Software Simulation Blasts Bugs In Network Hardware Designs

You can save time and money by finding system bugs and performance bottlenecks early in the design cycle without building a hardware prototype.

Michael J. Miller

July 7, 2003

15 min read

DESIGN VIEW is the summary of the complete DESIGN SOLUTION contributed article, which begins on Page 2.

Conventional hardware debugging techniques can't keep up with today's complex network products. As a result, design bugs remain unseen until system hardware is prototyped. Fortunately, designers have a better alternative: using software simulation to find system bugs and performance bottlenecks early in the design cycle.
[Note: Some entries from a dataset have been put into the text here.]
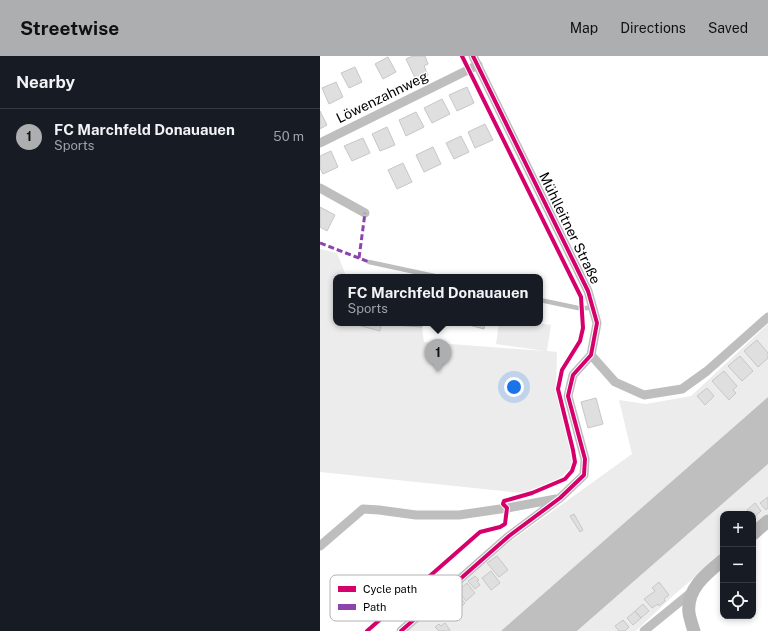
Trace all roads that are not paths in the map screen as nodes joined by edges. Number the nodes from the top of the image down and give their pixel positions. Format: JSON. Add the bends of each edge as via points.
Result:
{"nodes":[{"id":1,"x":473,"y":56,"type":"edge"},
{"id":2,"x":478,"y":65,"type":"junction"},
{"id":3,"x":320,"y":143,"type":"edge"},
{"id":4,"x":320,"y":188,"type":"edge"},
{"id":5,"x":365,"y":212,"type":"dead end"},
{"id":6,"x":369,"y":262,"type":"dead end"},
{"id":7,"x":425,"y":274,"type":"edge"},
{"id":8,"x":543,"y":301,"type":"edge"},
{"id":9,"x":593,"y":308,"type":"junction"},
{"id":10,"x":768,"y":317,"type":"edge"},
{"id":11,"x":591,"y":355,"type":"junction"},
{"id":12,"x":560,"y":498,"type":"junction"},
{"id":13,"x":768,"y":521,"type":"edge"},
{"id":14,"x":756,"y":531,"type":"edge"},
{"id":15,"x":320,"y":546,"type":"edge"},
{"id":16,"x":720,"y":562,"type":"edge"},
{"id":17,"x":462,"y":577,"type":"edge"},
{"id":18,"x":693,"y":591,"type":"junction"},
{"id":19,"x":412,"y":621,"type":"edge"},
{"id":20,"x":401,"y":631,"type":"edge"},
{"id":21,"x":644,"y":631,"type":"edge"},
{"id":22,"x":694,"y":631,"type":"edge"}],
"edges":[{"from":1,"to":2,"type":"street","name":"Mühlleitner Straße"},
{"from":2,"to":3,"type":"street","name":"Löwenzahnweg"},
{"from":2,"to":9,"type":"street","name":"Mühlleitner Straße","via":[[588,290]]},
{"from":4,"to":5,"type":"street"},
{"from":6,"to":7,"type":"lane"},
{"from":8,"to":9,"type":"lane","via":[[578,308]]},
{"from":9,"to":11,"type":"street","name":"Mühlleitner Straße","via":[[597,323]]},
{"from":10,"to":11,"type":"street","via":[[682,389],[644,395],[615,382]]},
{"from":11,"to":12,"type":"street","via":[[573,374],[568,396],[585,460],[584,475]]},
{"from":12,"to":15,"type":"street","via":[[459,515],[416,515],[363,509]]},
{"from":12,"to":17,"type":"street","via":[[509,536]]},
{"from":13,"to":14,"type":"street"},
{"from":16,"to":18,"type":"street","via":[[705,575]]},
{"from":18,"to":21,"type":"street"},
{"from":18,"to":22,"type":"street","via":[[689,612]]},
{"from":19,"to":20,"type":"street"}]}
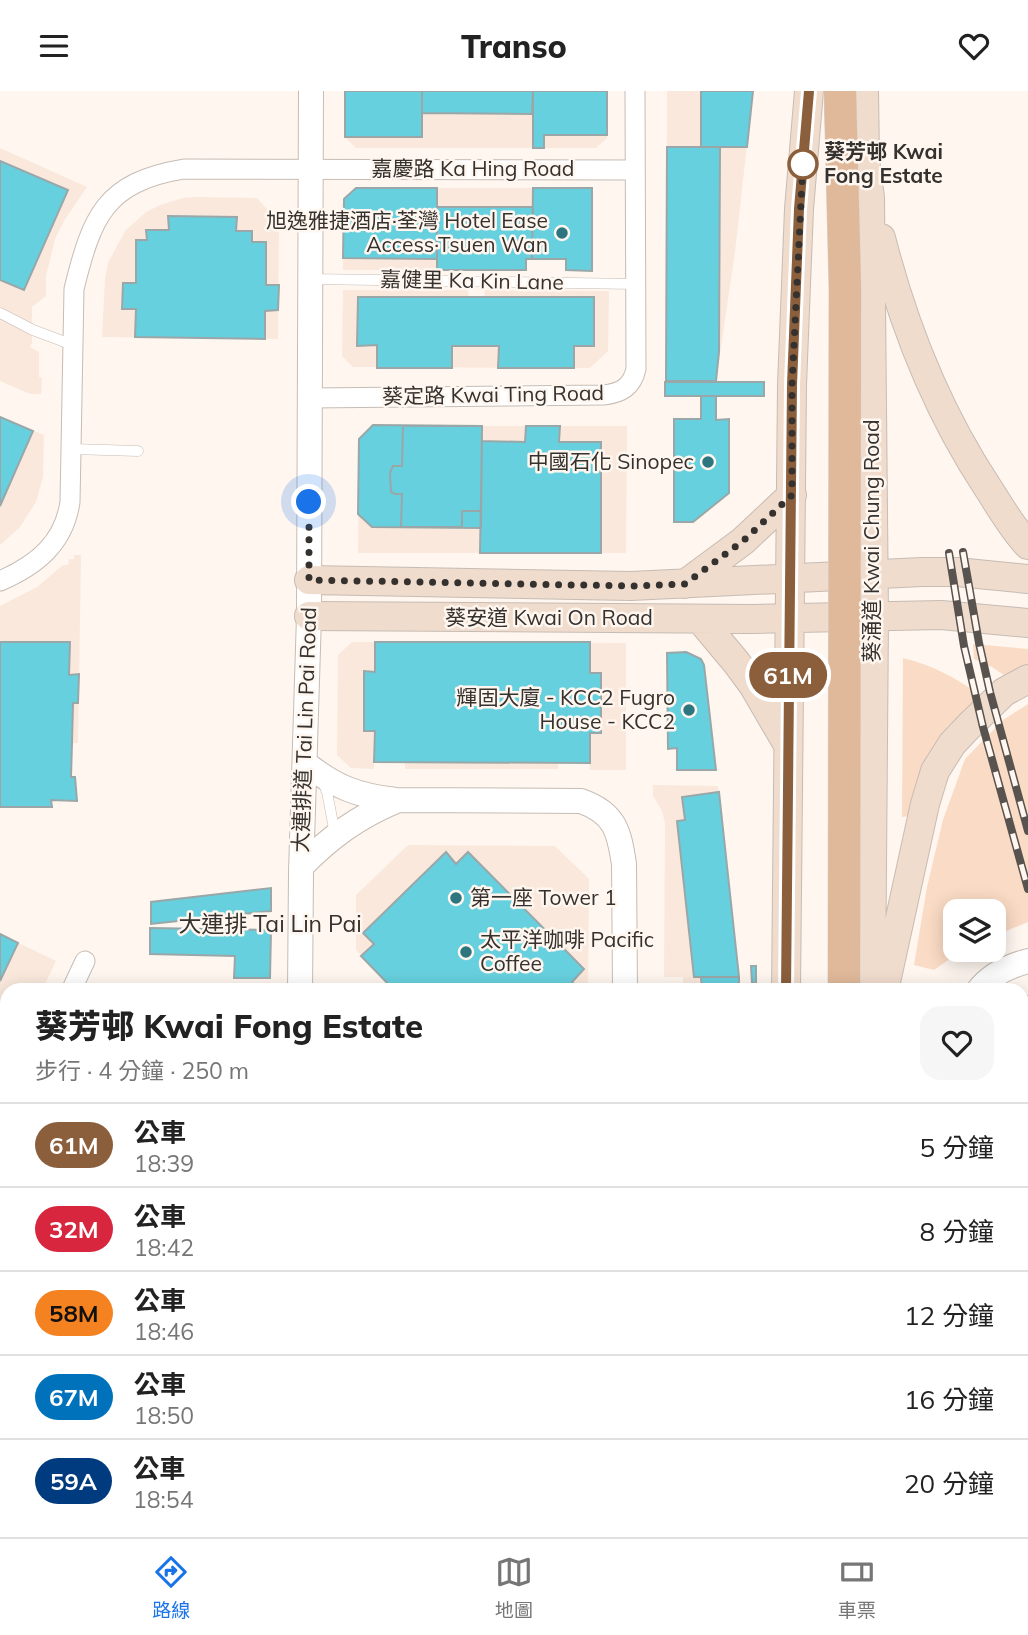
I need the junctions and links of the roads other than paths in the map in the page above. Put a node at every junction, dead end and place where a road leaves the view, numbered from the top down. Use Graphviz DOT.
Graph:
graph roads {
  1 [pos="311,91"];
  2 [pos="635,91"];
  3 [pos="809,91"];
  4 [pos="827,91"];
  5 [pos="840,91"];
  6 [pos="864,91"];
  7 [pos="311,169"];
  8 [pos="635,170"];
  9 [pos="870,198"];
  10 [pos="310,279"];
  11 [pos="635,284"];
  12 [pos="0,313"];
  13 [pos="73,345"];
  14 [pos="310,398"];
  15 [pos="72,449"];
  16 [pos="138,451"];
  17 [pos="792,495"];
  18 [pos="1028,545"];
  19 [pos="873,572"];
  20 [pos="790,578"];
  21 [pos="1028,579"];
  22 [pos="309,580"];
  23 [pos="0,581"];
  24 [pos="685,584"];
  25 [pos="309,616"];
  26 [pos="874,616"];
  27 [pos="790,618"];
  28 [pos="699,619"];
  29 [pos="1028,623"];
  30 [pos="1028,679"];
  31 [pos="788,745"];
  32 [pos="312,769"];
  33 [pos="396,800"];
  34 [pos="335,834"];
  35 [pos="301,867"];
  36 [pos="85,961"];
  37 [pos="1028,961"];
  38 [pos="75,983"];
  39 [pos="300,983"];
  40 [pos="625,983"];
  41 [pos="786,983"];
  42 [pos="826,983"];
  43 [pos="844,983"];
  44 [pos="871,983"];
  45 [pos="886,983"];
  46 [pos="986,983"];
  1 -- 7 [label="street, 大連排道 Tai Lin Pai Road"];
  2 -- 8 [label="street, 葵定路 Kwai Ting Road"];
  3 -- 17 [label="main road"];
  4 -- 42 [label="main road"];
  5 -- 43 [label="main road, 葵涌道 Kwai Chung Road, bridge"];
  6 -- 9 [label="main road, 葵涌道 Kwai Chung Road"];
  7 -- 8 [label="street, 嘉慶路 Ka Hing Road"];
  7 -- 10 [label="street, 大連排道 Tai Lin Pai Road"];
  7 -- 13 [label="street, 嘉慶路 Ka Hing Road"];
  8 -- 11 [label="street, 葵定路 Kwai Ting Road"];
  9 -- 18 [label="main road"];
  9 -- 19 [label="main road, 葵涌道 Kwai Chung Road"];
  10 -- 11 [label="lane, 嘉健里 Ka Kin Lane"];
  10 -- 14 [label="street, 大連排道 Tai Lin Pai Road"];
  11 -- 14 [label="street, 葵定路 Kwai Ting Road"];
  12 -- 13 [label="lane"];
  13 -- 15 [label="street, 嘉慶路 Ka Hing Road"];
  14 -- 22 [label="street, 大連排道 Tai Lin Pai Road"];
  15 -- 16 [label="lane"];
  15 -- 23 [label="street, 嘉慶路 Ka Hing Road"];
  17 -- 20 [label="main road"];
  17 -- 24 [label="main road"];
  19 -- 20 [label="main road, 葵安道 Kwai On Road"];
  19 -- 21 [label="main road, 葵安道 Kwai On Road"];
  19 -- 26 [label="main road, 葵涌道 Kwai Chung Road"];
  20 -- 24 [label="main road, 葵安道 Kwai On Road"];
  20 -- 27 [label="main road"];
  22 -- 24 [label="main road, 葵安道 Kwai On Road"];
  22 -- 25 [label="street, 大連排道 Tai Lin Pai Road"];
  25 -- 28 [label="main road, 葵安道 Kwai On Road"];
  25 -- 32 [label="street, 大連排道 Tai Lin Pai Road"];
  26 -- 27 [label="main road, 葵安道 Kwai On Road"];
  26 -- 29 [label="main road, 葵安道 Kwai On Road"];
  26 -- 44 [label="main road, 葵涌道 Kwai Chung Road"];
  27 -- 28 [label="main road, 葵安道 Kwai On Road"];
  27 -- 31 [label="main road"];
  28 -- 31 [label="main road"];
  30 -- 45 [label="main road"];
  31 -- 41 [label="main road"];
  32 -- 33 [label="street"];
  32 -- 34 [label="lane"];
  32 -- 35 [label="street, 大連排道 Tai Lin Pai Road"];
  33 -- 34 [label="street"];
  33 -- 40 [label="street"];
  34 -- 35 [label="street"];
  35 -- 39 [label="street, 大連排道 Tai Lin Pai Road"];
  36 -- 38 [label="street"];
  37 -- 46 [label="street"];
}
Soft-ware simulation changes the development flow to let designers check performance and correct an architecture as needed, without building a hardware prototype. Bugs are then found and fixed early in the design cycle.

In a conventional design-flow process, designers can debug, test, and optimize the hardware and software only after the software is executed on a prototype board. If a large performance problem emerges, the designer would have to re-adjust the architecture and potentially modify the schematic and circuit board. What this translates into is a schedule slip of typically two to five months or a sacrifice in function or performance. Further hindering the conventional flow is the increased use of sophisticated network processor units (NPUs) to process packets in the datapath and perform management functions in a separate CPU.

Software simulation of the NPU and elements that connect to it can circumvent conventional debugging problems. This system-level architectural modeling offers maximum visibility and control. System-level simulations are usually data-accurate models, which don't consider timing of the device. To address timing, both data- and cycle-accurate models exist.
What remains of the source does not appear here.